Avoiding using APIs was more of a learning experience than practical, but this was just a proof of concept, so the learning experience is part of the value of the project for me. Still, it resulted in a usable SVG map renderer, using no shortage of stack exchange [2] and my limited JavaScript knowledge. Whilst functional, it’s page load is heavy, which conflicts with Google’s research that found 53% of mobile page loads are abandoned if it takes over 3 seconds [3]. The solution is likely to use a combination of AJAX calls via jquery and the Django REST framework to start lazily loading smaller resolution images, and then improve them as the zoom level increases for raster images still in the viewport. Whilst I have a better idea of this now, this was beyond what I knew and could achieve for this project at the time. 

The result is a functional, although not particularly optimised solution, for exploring the 100,000’s of data points within OS Open Greenspace [4]. As an extension, I also generalised the database loader to allow for external open-source locations, such as from the National Trust [5] of English Heritage [6], to also be explored. Users can search for locations by name or narrow down what type of location and where it is, by using place location filters and the OS Boundary data [7]. Once they find a location, they can also get directions from their own address via linking to google maps. The final addition was adding some basic social media type functions, such comments and favourites, to make having a user account mean something, rather than just an authentication system for the sake of having one.  

If I was to start this again, I would certainly do things slightly differently, but as you gain more experience, that’s usually the way of things. This has certainly been an interesting experiment, which will certainly help my own research aims. If possible, I may further this product further into an actual release, to try to make it a deliverable, but given other work commitments that’s not too likely in the immediate future. If you, for whatever reason, want to do that, then 100% of the code I have written is open source and on GitHub [8], and can be used however you want.
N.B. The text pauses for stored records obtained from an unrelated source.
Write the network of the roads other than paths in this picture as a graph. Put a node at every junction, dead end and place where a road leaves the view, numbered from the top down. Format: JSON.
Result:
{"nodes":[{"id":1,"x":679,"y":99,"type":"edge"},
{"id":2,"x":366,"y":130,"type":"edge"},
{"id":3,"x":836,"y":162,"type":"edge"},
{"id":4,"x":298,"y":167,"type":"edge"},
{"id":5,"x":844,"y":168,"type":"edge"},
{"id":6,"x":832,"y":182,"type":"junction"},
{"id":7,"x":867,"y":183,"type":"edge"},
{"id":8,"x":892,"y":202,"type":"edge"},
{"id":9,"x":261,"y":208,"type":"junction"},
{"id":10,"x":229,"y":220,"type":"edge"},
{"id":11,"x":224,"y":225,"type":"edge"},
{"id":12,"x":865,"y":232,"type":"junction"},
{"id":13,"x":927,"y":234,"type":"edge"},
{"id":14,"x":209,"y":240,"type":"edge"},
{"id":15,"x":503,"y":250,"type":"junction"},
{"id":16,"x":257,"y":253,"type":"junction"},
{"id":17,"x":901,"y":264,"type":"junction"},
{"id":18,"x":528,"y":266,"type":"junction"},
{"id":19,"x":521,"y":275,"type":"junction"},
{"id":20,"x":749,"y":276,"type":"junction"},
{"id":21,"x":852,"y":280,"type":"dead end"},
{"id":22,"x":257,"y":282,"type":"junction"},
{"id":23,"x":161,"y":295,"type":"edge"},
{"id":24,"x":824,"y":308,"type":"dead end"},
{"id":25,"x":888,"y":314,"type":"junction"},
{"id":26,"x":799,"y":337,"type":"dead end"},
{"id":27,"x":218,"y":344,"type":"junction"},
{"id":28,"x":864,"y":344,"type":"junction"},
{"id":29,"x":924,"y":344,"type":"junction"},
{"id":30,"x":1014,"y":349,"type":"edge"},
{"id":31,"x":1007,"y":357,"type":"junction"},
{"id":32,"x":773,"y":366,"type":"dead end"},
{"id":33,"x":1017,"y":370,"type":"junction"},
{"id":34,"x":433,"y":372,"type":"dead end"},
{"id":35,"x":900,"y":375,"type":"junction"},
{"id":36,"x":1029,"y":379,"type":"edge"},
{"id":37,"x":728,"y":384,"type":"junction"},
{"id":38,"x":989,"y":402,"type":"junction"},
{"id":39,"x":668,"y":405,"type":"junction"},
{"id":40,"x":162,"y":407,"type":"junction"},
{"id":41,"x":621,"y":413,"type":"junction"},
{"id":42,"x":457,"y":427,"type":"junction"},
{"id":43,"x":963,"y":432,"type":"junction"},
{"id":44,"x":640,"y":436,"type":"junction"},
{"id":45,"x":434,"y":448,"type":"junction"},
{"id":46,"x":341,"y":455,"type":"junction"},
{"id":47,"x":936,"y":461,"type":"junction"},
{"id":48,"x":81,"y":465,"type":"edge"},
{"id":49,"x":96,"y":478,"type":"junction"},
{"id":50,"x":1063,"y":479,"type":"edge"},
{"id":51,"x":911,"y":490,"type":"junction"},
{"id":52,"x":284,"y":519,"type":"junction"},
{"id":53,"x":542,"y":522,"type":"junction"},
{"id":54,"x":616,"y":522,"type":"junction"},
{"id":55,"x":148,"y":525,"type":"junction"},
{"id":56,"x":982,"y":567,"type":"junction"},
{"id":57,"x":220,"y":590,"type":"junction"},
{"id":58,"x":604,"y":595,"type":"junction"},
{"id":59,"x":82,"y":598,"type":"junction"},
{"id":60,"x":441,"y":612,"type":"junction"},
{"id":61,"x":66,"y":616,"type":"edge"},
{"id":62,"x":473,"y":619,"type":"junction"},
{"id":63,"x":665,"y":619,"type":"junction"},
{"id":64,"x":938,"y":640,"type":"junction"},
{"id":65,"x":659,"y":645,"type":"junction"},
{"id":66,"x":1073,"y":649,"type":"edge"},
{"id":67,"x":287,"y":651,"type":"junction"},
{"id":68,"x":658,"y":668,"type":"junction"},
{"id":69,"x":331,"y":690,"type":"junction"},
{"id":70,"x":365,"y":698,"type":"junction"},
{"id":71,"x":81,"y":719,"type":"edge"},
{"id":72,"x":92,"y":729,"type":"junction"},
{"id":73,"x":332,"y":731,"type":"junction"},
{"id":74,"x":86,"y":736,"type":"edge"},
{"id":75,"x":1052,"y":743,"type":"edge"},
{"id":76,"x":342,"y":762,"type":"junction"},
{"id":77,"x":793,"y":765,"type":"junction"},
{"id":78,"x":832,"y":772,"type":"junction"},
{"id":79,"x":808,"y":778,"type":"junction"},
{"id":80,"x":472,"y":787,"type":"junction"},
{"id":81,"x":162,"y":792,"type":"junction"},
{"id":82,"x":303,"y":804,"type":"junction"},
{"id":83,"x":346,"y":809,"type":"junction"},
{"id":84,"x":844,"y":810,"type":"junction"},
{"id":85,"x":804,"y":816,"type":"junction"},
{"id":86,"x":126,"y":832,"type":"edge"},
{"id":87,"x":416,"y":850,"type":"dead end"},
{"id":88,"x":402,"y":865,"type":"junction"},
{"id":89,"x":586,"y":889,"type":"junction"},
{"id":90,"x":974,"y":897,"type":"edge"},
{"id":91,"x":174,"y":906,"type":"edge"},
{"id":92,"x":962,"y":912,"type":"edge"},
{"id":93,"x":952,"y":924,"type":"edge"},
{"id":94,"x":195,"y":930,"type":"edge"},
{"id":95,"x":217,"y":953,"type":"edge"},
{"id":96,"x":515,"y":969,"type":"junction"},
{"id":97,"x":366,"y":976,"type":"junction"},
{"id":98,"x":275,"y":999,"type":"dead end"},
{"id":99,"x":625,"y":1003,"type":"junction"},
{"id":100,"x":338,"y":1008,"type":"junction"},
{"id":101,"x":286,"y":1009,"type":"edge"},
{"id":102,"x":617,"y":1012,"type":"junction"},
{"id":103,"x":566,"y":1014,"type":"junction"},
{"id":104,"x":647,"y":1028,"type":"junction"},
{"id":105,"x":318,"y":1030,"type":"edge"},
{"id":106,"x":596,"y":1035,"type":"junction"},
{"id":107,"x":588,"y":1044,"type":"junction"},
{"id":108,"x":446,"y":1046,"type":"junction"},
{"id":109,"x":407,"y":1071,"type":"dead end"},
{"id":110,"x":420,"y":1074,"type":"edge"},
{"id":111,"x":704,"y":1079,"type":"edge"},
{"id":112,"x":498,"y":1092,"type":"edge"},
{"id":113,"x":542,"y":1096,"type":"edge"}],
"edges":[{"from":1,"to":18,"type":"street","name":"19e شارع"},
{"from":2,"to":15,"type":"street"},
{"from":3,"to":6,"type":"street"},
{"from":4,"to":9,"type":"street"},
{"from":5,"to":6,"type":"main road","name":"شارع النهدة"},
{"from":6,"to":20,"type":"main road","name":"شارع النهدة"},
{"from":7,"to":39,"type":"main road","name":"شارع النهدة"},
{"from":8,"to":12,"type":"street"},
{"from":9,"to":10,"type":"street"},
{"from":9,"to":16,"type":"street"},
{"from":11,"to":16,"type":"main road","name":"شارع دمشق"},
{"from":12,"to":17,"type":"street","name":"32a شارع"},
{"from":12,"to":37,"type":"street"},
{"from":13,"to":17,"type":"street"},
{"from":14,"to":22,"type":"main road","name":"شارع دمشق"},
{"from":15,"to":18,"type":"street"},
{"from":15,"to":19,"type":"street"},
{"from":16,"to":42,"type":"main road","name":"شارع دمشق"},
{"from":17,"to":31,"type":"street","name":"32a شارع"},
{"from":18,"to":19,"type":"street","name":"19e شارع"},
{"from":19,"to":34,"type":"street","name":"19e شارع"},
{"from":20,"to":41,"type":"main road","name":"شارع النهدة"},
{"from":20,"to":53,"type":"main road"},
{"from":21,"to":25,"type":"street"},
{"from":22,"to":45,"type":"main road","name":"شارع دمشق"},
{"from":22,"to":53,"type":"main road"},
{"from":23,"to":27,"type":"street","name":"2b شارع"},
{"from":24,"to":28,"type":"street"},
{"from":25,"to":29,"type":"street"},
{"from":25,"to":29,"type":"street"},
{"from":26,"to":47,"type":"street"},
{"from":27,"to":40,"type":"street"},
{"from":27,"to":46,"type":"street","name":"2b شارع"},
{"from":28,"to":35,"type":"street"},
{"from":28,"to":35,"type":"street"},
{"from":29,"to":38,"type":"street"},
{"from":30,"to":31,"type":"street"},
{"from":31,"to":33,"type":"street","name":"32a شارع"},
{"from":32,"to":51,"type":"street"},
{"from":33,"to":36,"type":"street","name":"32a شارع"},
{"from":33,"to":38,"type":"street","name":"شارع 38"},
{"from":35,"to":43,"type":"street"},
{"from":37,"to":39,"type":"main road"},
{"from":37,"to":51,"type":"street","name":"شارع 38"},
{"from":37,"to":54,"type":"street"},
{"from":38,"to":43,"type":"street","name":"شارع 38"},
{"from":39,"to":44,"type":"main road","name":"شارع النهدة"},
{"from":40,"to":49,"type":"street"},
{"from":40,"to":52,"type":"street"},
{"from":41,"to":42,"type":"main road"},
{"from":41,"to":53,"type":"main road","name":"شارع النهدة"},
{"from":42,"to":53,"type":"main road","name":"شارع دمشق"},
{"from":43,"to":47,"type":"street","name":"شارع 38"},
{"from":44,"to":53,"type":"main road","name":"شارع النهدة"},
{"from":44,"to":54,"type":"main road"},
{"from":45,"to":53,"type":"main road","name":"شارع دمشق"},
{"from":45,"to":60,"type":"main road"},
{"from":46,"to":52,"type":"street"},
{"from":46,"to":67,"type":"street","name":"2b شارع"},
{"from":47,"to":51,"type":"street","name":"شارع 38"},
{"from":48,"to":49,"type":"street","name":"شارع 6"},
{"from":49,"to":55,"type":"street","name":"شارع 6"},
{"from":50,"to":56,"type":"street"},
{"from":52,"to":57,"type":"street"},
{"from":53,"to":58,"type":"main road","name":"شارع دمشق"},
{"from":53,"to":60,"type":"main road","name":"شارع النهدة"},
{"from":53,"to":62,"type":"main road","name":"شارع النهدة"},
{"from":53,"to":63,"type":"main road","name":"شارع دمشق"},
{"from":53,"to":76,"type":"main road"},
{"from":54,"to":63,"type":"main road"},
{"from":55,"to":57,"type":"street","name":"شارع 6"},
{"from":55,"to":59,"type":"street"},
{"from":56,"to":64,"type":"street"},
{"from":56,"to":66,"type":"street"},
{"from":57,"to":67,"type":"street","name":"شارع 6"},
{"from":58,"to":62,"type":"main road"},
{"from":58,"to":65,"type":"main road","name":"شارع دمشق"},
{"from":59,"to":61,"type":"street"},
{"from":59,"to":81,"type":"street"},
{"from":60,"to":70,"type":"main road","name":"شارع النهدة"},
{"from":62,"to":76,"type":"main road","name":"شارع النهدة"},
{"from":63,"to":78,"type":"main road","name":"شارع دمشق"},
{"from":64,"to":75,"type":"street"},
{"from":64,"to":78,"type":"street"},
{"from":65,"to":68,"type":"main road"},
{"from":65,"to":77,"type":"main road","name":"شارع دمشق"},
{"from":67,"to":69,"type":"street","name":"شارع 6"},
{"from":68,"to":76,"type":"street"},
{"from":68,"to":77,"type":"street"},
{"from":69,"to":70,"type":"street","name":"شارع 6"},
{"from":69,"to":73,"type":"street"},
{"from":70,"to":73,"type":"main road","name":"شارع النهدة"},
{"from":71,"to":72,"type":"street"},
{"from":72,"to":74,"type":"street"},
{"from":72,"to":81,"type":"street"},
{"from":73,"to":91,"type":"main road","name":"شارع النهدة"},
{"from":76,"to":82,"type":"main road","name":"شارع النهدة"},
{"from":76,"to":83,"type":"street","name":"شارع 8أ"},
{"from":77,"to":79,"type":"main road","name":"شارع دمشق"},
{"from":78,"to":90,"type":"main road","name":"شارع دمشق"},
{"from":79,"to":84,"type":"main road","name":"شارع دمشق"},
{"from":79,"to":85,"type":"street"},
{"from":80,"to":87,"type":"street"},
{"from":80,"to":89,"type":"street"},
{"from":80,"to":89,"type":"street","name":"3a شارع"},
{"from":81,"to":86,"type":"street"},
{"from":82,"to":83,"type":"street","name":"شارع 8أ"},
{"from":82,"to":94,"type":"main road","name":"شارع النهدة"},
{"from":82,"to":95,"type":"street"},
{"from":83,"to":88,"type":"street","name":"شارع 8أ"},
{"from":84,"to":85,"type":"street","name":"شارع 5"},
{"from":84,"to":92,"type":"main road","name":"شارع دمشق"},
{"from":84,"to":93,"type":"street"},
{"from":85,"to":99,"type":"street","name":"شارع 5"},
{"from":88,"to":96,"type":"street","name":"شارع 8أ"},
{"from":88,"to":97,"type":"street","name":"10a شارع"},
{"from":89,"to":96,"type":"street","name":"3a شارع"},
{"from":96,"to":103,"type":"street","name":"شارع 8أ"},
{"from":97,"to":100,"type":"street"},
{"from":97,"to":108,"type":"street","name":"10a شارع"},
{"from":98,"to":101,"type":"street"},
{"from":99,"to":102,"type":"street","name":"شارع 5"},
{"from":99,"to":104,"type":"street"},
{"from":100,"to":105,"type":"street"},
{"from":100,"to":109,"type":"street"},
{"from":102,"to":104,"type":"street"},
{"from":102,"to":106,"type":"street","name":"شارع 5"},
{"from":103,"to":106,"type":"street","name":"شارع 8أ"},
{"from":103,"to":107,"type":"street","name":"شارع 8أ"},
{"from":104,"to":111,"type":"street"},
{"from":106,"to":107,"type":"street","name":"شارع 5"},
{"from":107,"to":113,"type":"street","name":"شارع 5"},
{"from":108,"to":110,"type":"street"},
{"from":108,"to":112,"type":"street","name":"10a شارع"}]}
If you’re brand new to Django, or just want to play around, there is also a YouTube video I made on ‘how’ to build it here [9].  

[1]: https://getoutside.ordnancesurvey.co.uk 

[2]: https://stackoverflow.com/questions/52576376/how-to-zoom-in-on-a-complex-svg-structure 

[3]: https://www.thinkwithgoogle.com/intl/en-gb/marketing-strategies/app-and-mobile/mobile-page-speed-new-industry-benchmarks/ 

[4]: https://osdatahub.os.uk/downloads/open/OpenGreenspace 

[5]: https://open-data-national-trust.hub.arcgis.com/ 

[6]: https://historicengland.org.uk/listing/the-list/data-downloads/ 

[7]: https://osdatahub.os.uk/downloads/open/BoundaryLine 

[8]: https://github.com/sbaker-dev/ToTheGreatOutDoors 

[9]: https://www.youtube.com/watch?v=XnjFhzfCdsE